How this skill works

The skill explains how vertex shaders transform per-vertex data into clip space and pass interpolated varyings to fragment shaders, which compute per-pixel color. It summarizes common GLSL types (scalars, vectors, matrices, samplers), qualifier lifetimes, built-in variables, and the full transform chain from object to screen space.
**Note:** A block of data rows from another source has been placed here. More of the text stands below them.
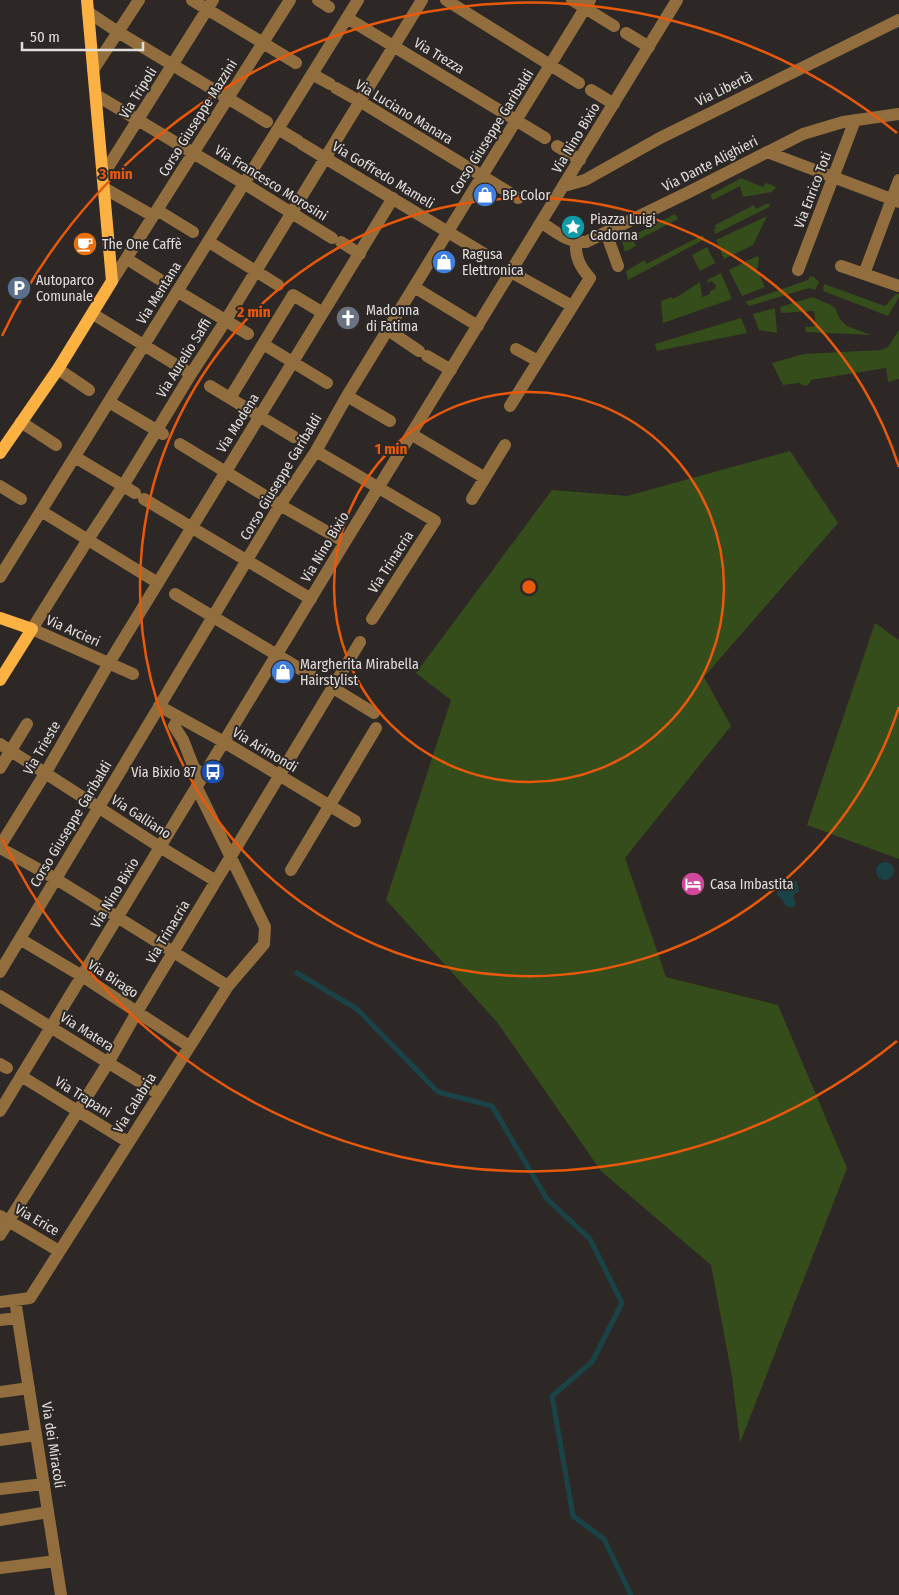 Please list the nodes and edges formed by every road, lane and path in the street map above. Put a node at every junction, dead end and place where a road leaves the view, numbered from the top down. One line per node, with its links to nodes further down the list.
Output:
1 (139, 0): 17 (street)
2 (192, 0): 11 (street)
3 (290, 0): 19 (street, Corso Giuseppe Mazzini)
4 (318, 0): 13 (street)
5 (358, 0): 14 (street, Via Mentana)
6 (422, 0): 20 (street, Via Aurelio Saffi)
7 (446, 0): 24 (street)
8 (572, 0): 10 (street)
9 (677, 0): 21 (street, Via Nino Bixio)
10 (588, 4): 16 (street); 24 (street, Corso Giuseppe Garibaldi)
11 (210, 5): 19 (street); 22 (street, Via Tripoli)
12 (88, 6): 17 (street); 25 (main road)
13 (329, 7)
14 (347, 18): 20 (street, Via Trezza); 26 (street, Via Mentana)
15 (899, 20): 50 (street, Via Libertà)
16 (614, 26)
17 (118, 32): 22 (street); 25 (street)
18 (626, 33): 21 (street)
19 (263, 43): 23 (street); 30 (street, Corso Giuseppe Mazzini)
20 (394, 46): 31 (street, Via Aurelio Saffi); 34 (street, Via Trezza)
21 (649, 47): 32 (street, Via Nino Bixio)
22 (173, 64): 30 (street); 36 (street, Via Tripoli)
23 (296, 64)
24 (550, 65): 27 (street); 34 (street, Corso Giuseppe Garibaldi)
25 (93, 70): 29 (main road)
26 (312, 74): 31 (street, Via Luciano Manara); 38 (street, Via Mentana)
27 (579, 83)
28 (591, 90): 32 (street)
29 (96, 95): 36 (street, Via Francesco Morosini); 48 (main road)
30 (228, 98): 37 (street); 42 (street, Corso Giuseppe Mazzini)
31 (361, 102): 43 (street, Via Aurelio Saffi); 45 (street, Via Luciano Manara)
32 (614, 104): 44 (street, Via Nino Bixio)
33 (899, 114): 35 (street, Via Dante Alighieri)
34 (516, 120): 39 (street, Via Trezza); 45 (street, Corso Giuseppe Garibaldi)
35 (855, 120): 41 (street, Via Dante Alighieri); 46 (street, Via Enrico Toti)
36 (138, 121): 42 (street, Via Francesco Morosini); 48 (street, Via Tripoli)
37 (267, 122)
38 (278, 129): 43 (street, Via Goffredo Mameli); 49 (street, Via Mentana)
39 (545, 138)
40 (557, 146): 44 (street)
41 (767, 152): 46 (street); 59 (street, Via Dante Alighieri)
42 (194, 153): 49 (street, Via Francesco Morosini); 55 (street, Corso Giuseppe Mazzini)
43 (326, 158): 51 (street, Via Goffredo Mameli); 54 (street, Via Aurelio Saffi)
44 (580, 160): 50 (street, Via Nino Bixio)
45 (482, 177): 52 (street, Via Luciano Manara); 58 (street, Corso Giuseppe Garibaldi)
46 (834, 177): 53 (street); 67 (street, Via Enrico Toti)
47 (899, 180): 53 (street)
48 (103, 181): 55 (street); 71 (main road)
49 (245, 184): 54 (street, Via Francesco Morosini); 60 (street, Via Mentana)
50 (564, 186): 56 (street, Via Nino Bixio)
51 (393, 198): 58 (street, Via Goffredo Mameli); 62 (street, Via Modena)
52 (518, 198)
53 (895, 201): 70 (street)
54 (292, 212): 62 (street, Via Francesco Morosini); 68 (street, Via Aurelio Saffi)
55 (155, 213): 57 (street); 64 (street, Corso Giuseppe Mazzini)
56 (542, 223): 61 (street); 69 (street, Via Nino Bixio)
57 (193, 232)
58 (448, 232): 63 (street, Via Goffredo Mameli); 75 (street, Corso Giuseppe Garibaldi)
59 (608, 232): 61 (street, Via Dante Alighieri); 65 (street)
60 (209, 242): 68 (street); 76 (street, Via Mentana)
61 (576, 242): 77 (street)
62 (360, 254): 78 (street, Via Modena)
63 (486, 255)
64 (127, 259): 71 (street, Corso Giuseppe Mazzini); 72 (street)
65 (618, 266)
66 (841, 266): 70 (street)
67 (798, 270)
68 (255, 271): 73 (street); 80 (street, Via Aurelio Saffi)
69 (511, 272): 77 (street); 81 (street, Via Nino Bixio)
70 (864, 274): 74 (street)
71 (112, 282): 79 (main road, Corso Giuseppe Mazzini)
72 (162, 282)
73 (278, 285)
74 (899, 286)
75 (414, 287): 81 (street); 82 (street, Corso Giuseppe Garibaldi)
76 (177, 290): 80 (street); 85 (street, Via Mentana)
77 (572, 306): 87 (street)
78 (323, 313): 84 (street); 88 (street, Via Modena)
79 (93, 314): 85 (street); 89 (main road, Corso Giuseppe Mazzini)
80 (226, 320): 83 (street); 91 (street, Via Aurelio Saffi)
81 (478, 326): 90 (street, Via Nino Bixio)
82 (388, 330): 90 (street); 95 (street, Corso Giuseppe Garibaldi)
83 (248, 334)
84 (263, 344): 88 (street); 96 (street)
85 (144, 345): 91 (street); 97 (street, Via Mentana)
86 (516, 348): 87 (street)
87 (538, 361): 98 (street)
88 (292, 362): 92 (street); 99 (street, Via Modena)
89 (58, 369): 94 (street); 100 (main road, Corso Giuseppe Mazzini)
90 (450, 370): 103 (street, Via Nino Bixio)
91 (190, 374): 102 (street, Via Aurelio Saffi)
92 (327, 383)
93 (210, 386): 96 (street)
94 (89, 390)
95 (347, 396): 101 (street); 108 (street, Corso Giuseppe Garibaldi)
96 (230, 398): 99 (street)
97 (109, 402): 102 (street); 110 (street, Via Mentana)
98 (510, 406)
99 (259, 416): 104 (street); 111 (street, Via Modena)
100 (21, 422): 106 (street); 109 (main road, Corso Giuseppe Mazzini)
101 (390, 422)
102 (161, 433): 114 (street, Via Aurelio Saffi)
103 (411, 434): 112 (street); 115 (street, Via Nino Bixio)
104 (294, 437)
105 (180, 444): 111 (street)
106 (56, 445)
107 (504, 445): 112 (street)
108 (316, 451): 115 (street); 118 (street, Corso Giuseppe Garibaldi)
109 (0, 453)
110 (75, 457): 114 (street); 119 (street, Via Mentana)
111 (226, 471): 118 (street); 120 (street, Via Modena)
112 (485, 478): 117 (street)
113 (0, 486): 116 (street)
114 (123, 486): 120 (street); 121 (street, Via Aurelio Saffi)
115 (379, 488): 122 (street, Via Nino Bixio); 130 (street, Via Trinacria)
116 (22, 499)
117 (472, 500)
118 (280, 505): 122 (street); 123 (street, Corso Giuseppe Garibaldi)
119 (40, 511): 121 (street); 124 (street, Via Mentana)
120 (192, 527): 123 (street); 125 (street, Via Modena)
121 (87, 540): 125 (street); 131 (street, Via Aurelio Saffi)
122 (345, 542): 127 (street, Via Nino Bixio)
123 (247, 561): 127 (street); 128 (street, Corso Giuseppe Garibaldi)
124 (0, 577)
125 (158, 583): 134 (street, Via Modena)
126 (175, 594): 128 (street)
127 (311, 598): 133 (street, Via Nino Bixio)
128 (214, 616): 133 (street); 139 (street, Corso Giuseppe Garibaldi)
129 (0, 618): 131 (main road, Via Arcieri)
130 (372, 619)
131 (32, 629): 134 (street, Via Arcieri); 137 (main road)
132 (360, 642): 138 (street, Via Trinacria)
133 (277, 655): 136 (street); 144 (street, Via Nino Bixio)
134 (109, 663): 135 (street, Via Arcieri); 147 (street, Via Trieste)
135 (133, 674)
136 (312, 676)
137 (0, 680)
138 (333, 688): 140 (street); 149 (street, Via Trinacria)
139 (159, 706): 141 (street, Via Arimondi); 152 (street, Corso Giuseppe Garibaldi)
140 (374, 713)
141 (179, 718): 144 (street, Via Arimondi); 148 (street)
142 (27, 724): 145 (street)
143 (376, 728): 151 (street)
144 (224, 742): 148 (street, Via Nino Bixio); 149 (street, Via Arimondi)
145 (5, 747): 146 (street); 147 (street, Via Galliano)
146 (0, 768)
147 (46, 772): 152 (street, Via Galliano); 154 (street, Via Trieste)
148 (204, 776): 150 (street, Via Nino Bixio)
149 (279, 776): 151 (street, Via Arimondi); 156 (street, Via Trinacria)
150 (197, 788): 155 (street, Via Nino Bixio); 156 (street)
151 (329, 806): 153 (street, Via Arimondi); 157 (street)
152 (99, 807): 155 (street, Via Galliano); 158 (street, Corso Giuseppe Garibaldi)
153 (355, 821)
154 (0, 847): 158 (street)
155 (160, 847): 159 (street, Via Galliano); 160 (street, Via Nino Bixio)
156 (230, 857): 159 (street, Via Trinacria); 166 (street, Via Calabria)
157 (291, 870)
158 (56, 879): 160 (street); 161 (street, Corso Giuseppe Garibaldi)
159 (216, 881): 162 (street, Via Trinacria)
160 (117, 917): 162 (street); 165 (street, Via Nino Bixio)
161 (20, 939): 163 (street, Corso Giuseppe Garibaldi); 165 (street, Via Birago)
162 (173, 953): 166 (street); 168 (street, Via Trinacria)
163 (4, 955): 164 (street, Corso Giuseppe Garibaldi)
164 (0, 972)
165 (82, 976): 168 (street, Via Birago); 169 (street, Via Nino Bixio)
166 (228, 986): 170 (street, Via Calabria)
167 (0, 996): 169 (street, Via Matera)
168 (137, 1012): 170 (street, Via Birago); 171 (street, Via Trinacria)
169 (51, 1027): 171 (street, Via Matera); 172 (street, Via Nino Bixio)
170 (189, 1046): 173 (street, Via Calabria)
171 (108, 1062): 173 (street, Via Matera); 175 (street, Via Trinacria)
172 (21, 1076): 174 (street, Via Nino Bixio); 175 (street, Via Trapani)
173 (159, 1094): 176 (street, Via Calabria)
174 (0, 1111)
175 (77, 1111): 176 (street, Via Trapani); 177 (street, Via Trinacria)
176 (128, 1142): 179 (street, Via Calabria)
177 (4, 1218): 178 (street, Via Trinacria); 179 (street, Via Erice)
178 (0, 1235)
179 (59, 1251): 180 (street, Via Calabria)
180 (15, 1300): 181 (street); 182 (street, Via dei Miracoli)
181 (0, 1302)
182 (17, 1318): 183 (street); 184 (street, Via dei Miracoli)
183 (0, 1320)
184 (29, 1388): 185 (street); 186 (street, Via dei Miracoli)
185 (0, 1392)
186 (36, 1435): 187 (street); 188 (street, Via dei Miracoli)
187 (0, 1440)
188 (44, 1484): 189 (street); 190 (street, Via dei Miracoli)
189 (0, 1489)
190 (48, 1512): 191 (street); 192 (street, Via dei Miracoli)
191 (0, 1520)
192 (56, 1560): 193 (street); 194 (street, Via dei Miracoli)
193 (0, 1568)
194 (61, 1595)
Practical snippets show typical vertex/fragment structure, texture sampling, UV handling, and debugging visualizations.

When to use it

  • When writing custom vertex or fragment shaders for WebGL, OpenGL, or Three.js/R3F.
  • When debugging rendering issues like black screens, incorrect UVs, or missing uniforms.
  • When learning how coordinate spaces and matrix transforms map geometry to screen.
  • When optimizing shader math, precision, or interpolation behavior.
  • When implementing texture sampling, lighting basics, or post-processing effects.

Best practices

  • Always set gl_Position in the vertex shader; check for NaNs that cause black screens.
  • Use uniforms for data constant per draw, attributes for per-vertex values, and varyings to pass interpolated data to fragments.
  • Prefer combined modelViewMatrix and projectionMatrix transforms for efficiency.
  • Declare precision in fragment shaders for WebGL1 (precision mediump float or highp where needed).
  • Visualize values (UVs, normals, depth) as colors to narrow down rendering bugs quickly.

Example use cases

  • Create a time-based animated material: pass uTime as a uniform and modulate color in the fragment shader.
  • Implement normal mapping: transform normals with normalMatrix and sample a normal map sampler2D.
  • Build a fullscreen post-process shader: render a full-quad and sample the scene texture in the fragment shader.
  • Tile and aspect-correct textures: adjust UVs using resolution uniform and fract for repeating patterns.
  • Debug depth or facing issues: visualize gl_FragCoord.z or gl_FrontFacing to identify culprits.

FAQ

Why is my screen black after compiling a shader?

Common causes: gl_Position not written, shader compilation/link errors, NaN values from invalid math, or a uniform type/name mismatch from the CPU side.

Should I use highp or mediump precision?

Use highp for positions and matrices when available; mediump is fine for UVs and colors. Declare precision explicitly in fragment shaders for WebGL1.